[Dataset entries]
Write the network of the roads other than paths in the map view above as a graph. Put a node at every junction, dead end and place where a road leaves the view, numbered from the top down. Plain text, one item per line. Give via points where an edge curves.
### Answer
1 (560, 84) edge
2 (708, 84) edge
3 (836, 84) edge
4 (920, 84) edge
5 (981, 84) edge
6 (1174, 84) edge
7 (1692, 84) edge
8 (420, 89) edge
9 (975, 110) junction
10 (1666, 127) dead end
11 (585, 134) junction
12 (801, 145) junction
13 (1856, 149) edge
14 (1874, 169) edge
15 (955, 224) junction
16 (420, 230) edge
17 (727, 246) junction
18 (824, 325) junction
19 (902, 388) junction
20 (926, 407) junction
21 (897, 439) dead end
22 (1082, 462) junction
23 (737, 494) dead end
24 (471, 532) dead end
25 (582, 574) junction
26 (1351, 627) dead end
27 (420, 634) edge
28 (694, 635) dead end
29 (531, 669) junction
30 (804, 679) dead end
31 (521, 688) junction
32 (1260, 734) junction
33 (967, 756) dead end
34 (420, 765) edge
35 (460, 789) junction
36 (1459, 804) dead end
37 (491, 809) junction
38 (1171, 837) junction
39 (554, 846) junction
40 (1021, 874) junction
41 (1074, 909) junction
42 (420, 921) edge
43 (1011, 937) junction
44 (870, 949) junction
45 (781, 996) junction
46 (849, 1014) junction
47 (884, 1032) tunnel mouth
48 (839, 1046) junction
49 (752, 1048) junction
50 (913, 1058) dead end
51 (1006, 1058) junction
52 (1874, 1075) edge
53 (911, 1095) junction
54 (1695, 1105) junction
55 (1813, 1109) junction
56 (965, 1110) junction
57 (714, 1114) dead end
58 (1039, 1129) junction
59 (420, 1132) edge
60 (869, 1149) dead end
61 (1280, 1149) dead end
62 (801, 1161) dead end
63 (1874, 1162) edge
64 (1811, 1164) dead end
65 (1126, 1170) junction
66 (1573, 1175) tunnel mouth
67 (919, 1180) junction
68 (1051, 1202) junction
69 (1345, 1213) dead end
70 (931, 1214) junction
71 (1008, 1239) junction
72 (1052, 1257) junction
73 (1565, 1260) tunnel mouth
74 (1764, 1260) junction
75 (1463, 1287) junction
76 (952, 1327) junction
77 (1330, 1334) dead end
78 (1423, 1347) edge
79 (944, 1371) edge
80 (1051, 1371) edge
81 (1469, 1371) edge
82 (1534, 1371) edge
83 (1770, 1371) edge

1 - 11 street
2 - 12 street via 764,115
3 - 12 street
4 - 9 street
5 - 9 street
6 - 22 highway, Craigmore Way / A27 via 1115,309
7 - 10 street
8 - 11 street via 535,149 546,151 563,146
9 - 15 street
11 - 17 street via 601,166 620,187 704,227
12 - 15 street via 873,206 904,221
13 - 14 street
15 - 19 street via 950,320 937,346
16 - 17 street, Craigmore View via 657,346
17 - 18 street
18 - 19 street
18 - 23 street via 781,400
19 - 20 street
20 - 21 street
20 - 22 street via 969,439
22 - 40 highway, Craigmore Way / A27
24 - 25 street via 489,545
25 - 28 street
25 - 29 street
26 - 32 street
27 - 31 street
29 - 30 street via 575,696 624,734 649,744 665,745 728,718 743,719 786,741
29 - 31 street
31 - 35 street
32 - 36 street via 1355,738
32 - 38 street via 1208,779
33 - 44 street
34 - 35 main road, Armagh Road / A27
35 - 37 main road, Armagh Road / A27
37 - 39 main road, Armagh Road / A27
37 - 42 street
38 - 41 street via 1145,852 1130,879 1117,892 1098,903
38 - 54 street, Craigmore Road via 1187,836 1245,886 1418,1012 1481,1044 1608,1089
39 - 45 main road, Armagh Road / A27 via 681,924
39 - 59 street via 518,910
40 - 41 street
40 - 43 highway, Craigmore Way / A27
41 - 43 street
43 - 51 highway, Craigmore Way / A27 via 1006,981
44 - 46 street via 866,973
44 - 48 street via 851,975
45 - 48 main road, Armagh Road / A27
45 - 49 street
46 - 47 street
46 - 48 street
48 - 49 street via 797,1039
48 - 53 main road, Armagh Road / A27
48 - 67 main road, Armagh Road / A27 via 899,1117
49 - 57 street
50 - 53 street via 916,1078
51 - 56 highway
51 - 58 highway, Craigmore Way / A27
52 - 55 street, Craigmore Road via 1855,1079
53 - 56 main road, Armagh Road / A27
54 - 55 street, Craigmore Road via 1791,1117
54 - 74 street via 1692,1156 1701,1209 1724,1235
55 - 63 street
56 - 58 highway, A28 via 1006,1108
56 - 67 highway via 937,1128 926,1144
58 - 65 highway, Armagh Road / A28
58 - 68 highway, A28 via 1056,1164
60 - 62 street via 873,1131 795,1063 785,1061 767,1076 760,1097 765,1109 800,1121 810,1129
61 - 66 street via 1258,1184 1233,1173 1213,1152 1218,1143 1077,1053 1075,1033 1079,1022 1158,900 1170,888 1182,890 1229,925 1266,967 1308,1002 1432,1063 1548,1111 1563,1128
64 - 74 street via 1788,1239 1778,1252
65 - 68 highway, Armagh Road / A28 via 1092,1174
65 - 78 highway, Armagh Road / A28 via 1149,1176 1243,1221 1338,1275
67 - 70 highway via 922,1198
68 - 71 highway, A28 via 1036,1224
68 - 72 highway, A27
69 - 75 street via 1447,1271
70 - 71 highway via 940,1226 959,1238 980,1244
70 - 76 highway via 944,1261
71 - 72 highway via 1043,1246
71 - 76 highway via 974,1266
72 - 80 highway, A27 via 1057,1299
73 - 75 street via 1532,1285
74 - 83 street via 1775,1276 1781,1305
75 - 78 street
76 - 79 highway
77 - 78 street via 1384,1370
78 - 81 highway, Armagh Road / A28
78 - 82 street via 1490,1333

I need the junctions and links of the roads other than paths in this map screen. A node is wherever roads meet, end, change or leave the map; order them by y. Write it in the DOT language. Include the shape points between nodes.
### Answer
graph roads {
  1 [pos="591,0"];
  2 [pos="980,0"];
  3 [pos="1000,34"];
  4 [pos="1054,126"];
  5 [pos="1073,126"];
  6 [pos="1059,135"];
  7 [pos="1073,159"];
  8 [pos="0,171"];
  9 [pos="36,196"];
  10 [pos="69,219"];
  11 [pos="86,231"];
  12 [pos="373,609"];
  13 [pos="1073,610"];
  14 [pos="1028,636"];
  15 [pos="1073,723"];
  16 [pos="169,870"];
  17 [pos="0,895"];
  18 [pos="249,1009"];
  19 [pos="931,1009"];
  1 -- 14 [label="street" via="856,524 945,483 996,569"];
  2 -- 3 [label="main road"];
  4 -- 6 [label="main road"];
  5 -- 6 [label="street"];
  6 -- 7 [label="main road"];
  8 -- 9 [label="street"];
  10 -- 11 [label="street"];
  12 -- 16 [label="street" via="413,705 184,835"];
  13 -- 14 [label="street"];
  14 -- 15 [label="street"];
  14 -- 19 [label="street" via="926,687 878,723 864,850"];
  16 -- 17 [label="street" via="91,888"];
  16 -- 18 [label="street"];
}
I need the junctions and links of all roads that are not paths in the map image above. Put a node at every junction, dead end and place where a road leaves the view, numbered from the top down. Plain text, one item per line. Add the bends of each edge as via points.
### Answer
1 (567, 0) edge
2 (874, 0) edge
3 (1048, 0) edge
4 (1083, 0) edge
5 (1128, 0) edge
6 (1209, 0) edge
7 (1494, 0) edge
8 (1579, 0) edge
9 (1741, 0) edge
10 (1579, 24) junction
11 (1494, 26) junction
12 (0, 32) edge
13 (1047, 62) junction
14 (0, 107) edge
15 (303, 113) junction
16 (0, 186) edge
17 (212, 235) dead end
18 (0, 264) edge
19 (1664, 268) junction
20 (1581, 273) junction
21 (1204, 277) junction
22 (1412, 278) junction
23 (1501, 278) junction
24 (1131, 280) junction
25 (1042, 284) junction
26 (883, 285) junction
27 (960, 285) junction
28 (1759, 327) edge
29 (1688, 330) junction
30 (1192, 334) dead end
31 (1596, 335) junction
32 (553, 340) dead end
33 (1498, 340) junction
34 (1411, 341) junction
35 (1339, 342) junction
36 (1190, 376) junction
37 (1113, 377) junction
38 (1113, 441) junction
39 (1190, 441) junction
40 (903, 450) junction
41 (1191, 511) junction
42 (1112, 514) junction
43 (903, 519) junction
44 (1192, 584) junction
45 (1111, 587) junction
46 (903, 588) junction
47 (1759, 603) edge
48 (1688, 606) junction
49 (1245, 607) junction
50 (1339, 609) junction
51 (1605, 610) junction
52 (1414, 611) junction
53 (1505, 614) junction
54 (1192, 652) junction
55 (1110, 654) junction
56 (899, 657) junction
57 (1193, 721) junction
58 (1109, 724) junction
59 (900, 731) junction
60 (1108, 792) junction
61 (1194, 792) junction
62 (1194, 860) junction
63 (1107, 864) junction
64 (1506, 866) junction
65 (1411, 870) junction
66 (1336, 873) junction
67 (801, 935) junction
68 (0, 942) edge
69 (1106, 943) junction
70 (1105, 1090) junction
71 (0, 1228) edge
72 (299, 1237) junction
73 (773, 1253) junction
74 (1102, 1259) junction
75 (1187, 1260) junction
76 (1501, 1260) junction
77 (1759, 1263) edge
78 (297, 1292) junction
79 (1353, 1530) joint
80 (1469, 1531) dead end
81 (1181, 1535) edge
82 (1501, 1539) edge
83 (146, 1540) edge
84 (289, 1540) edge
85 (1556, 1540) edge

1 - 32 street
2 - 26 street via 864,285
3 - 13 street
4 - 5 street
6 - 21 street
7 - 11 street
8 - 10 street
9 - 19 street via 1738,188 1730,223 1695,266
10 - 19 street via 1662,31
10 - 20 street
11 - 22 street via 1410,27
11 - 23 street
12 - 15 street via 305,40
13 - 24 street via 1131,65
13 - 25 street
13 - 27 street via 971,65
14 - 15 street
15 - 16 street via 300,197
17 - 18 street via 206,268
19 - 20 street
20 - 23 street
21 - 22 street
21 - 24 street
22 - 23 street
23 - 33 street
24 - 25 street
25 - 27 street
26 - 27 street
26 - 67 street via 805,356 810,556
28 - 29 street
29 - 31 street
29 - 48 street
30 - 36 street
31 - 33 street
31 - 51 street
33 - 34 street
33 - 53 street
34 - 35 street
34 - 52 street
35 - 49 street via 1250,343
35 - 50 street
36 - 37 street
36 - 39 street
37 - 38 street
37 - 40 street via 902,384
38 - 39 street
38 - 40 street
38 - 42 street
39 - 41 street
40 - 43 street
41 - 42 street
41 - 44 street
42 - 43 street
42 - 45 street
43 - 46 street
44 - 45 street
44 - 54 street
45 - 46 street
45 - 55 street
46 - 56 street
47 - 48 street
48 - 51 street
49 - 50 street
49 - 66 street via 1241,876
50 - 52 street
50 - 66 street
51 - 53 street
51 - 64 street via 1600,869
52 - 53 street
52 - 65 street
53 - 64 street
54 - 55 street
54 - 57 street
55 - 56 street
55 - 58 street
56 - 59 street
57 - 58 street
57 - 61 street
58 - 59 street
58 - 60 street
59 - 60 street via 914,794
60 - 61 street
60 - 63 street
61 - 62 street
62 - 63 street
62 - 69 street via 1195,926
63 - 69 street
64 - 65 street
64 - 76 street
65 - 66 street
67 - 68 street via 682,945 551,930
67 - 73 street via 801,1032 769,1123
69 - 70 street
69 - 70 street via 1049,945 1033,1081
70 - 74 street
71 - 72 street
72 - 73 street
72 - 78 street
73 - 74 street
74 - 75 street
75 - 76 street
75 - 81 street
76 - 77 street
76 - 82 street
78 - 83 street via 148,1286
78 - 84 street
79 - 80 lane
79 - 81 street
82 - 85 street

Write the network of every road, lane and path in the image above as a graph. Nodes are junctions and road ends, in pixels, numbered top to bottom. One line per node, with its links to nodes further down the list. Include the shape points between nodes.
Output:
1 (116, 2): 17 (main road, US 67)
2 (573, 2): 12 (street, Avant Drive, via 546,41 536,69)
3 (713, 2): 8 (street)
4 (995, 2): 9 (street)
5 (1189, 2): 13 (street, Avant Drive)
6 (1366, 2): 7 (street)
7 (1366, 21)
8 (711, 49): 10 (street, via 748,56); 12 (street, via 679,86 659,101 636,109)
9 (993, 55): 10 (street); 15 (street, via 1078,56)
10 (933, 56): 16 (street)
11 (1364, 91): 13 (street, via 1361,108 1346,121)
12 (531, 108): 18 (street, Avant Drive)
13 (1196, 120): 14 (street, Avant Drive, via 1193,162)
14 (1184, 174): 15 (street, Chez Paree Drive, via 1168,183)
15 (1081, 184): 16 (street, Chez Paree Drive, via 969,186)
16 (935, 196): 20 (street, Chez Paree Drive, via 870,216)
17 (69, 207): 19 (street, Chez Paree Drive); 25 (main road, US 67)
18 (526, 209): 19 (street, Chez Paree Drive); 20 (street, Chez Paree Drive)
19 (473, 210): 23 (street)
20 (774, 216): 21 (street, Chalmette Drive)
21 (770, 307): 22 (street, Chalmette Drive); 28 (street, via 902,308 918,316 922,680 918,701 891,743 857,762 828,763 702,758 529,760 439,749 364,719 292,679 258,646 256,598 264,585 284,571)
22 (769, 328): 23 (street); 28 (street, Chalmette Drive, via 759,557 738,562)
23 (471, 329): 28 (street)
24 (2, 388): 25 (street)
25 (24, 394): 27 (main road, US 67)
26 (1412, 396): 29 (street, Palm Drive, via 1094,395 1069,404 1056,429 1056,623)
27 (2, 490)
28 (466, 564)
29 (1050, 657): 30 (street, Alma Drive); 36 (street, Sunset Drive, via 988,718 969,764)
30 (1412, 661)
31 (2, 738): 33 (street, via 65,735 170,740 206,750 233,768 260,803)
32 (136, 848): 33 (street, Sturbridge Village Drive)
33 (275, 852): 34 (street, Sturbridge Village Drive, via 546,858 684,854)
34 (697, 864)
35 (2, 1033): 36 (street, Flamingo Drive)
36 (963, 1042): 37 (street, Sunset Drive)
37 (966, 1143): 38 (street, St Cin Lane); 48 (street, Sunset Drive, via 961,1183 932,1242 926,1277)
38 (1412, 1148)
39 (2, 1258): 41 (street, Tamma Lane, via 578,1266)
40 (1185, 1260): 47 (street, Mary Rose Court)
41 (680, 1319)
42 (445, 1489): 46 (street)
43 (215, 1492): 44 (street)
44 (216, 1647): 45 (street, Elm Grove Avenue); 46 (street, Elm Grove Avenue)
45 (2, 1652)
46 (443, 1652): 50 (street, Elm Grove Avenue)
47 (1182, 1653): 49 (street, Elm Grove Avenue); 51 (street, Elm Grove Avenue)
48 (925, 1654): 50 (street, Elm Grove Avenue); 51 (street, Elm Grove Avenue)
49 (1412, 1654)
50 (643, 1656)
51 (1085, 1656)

:: Problem to work on ::
Apply a filter for "Avant" to the data above, then copy each line that matches.

:: Written response ::
2 (573, 2): 12 (street, Avant Drive, via 546,41 536,69)
5 (1189, 2): 13 (street, Avant Drive)
12 (531, 108): 18 (street, Avant Drive)
13 (1196, 120): 14 (street, Avant Drive, via 1193,162)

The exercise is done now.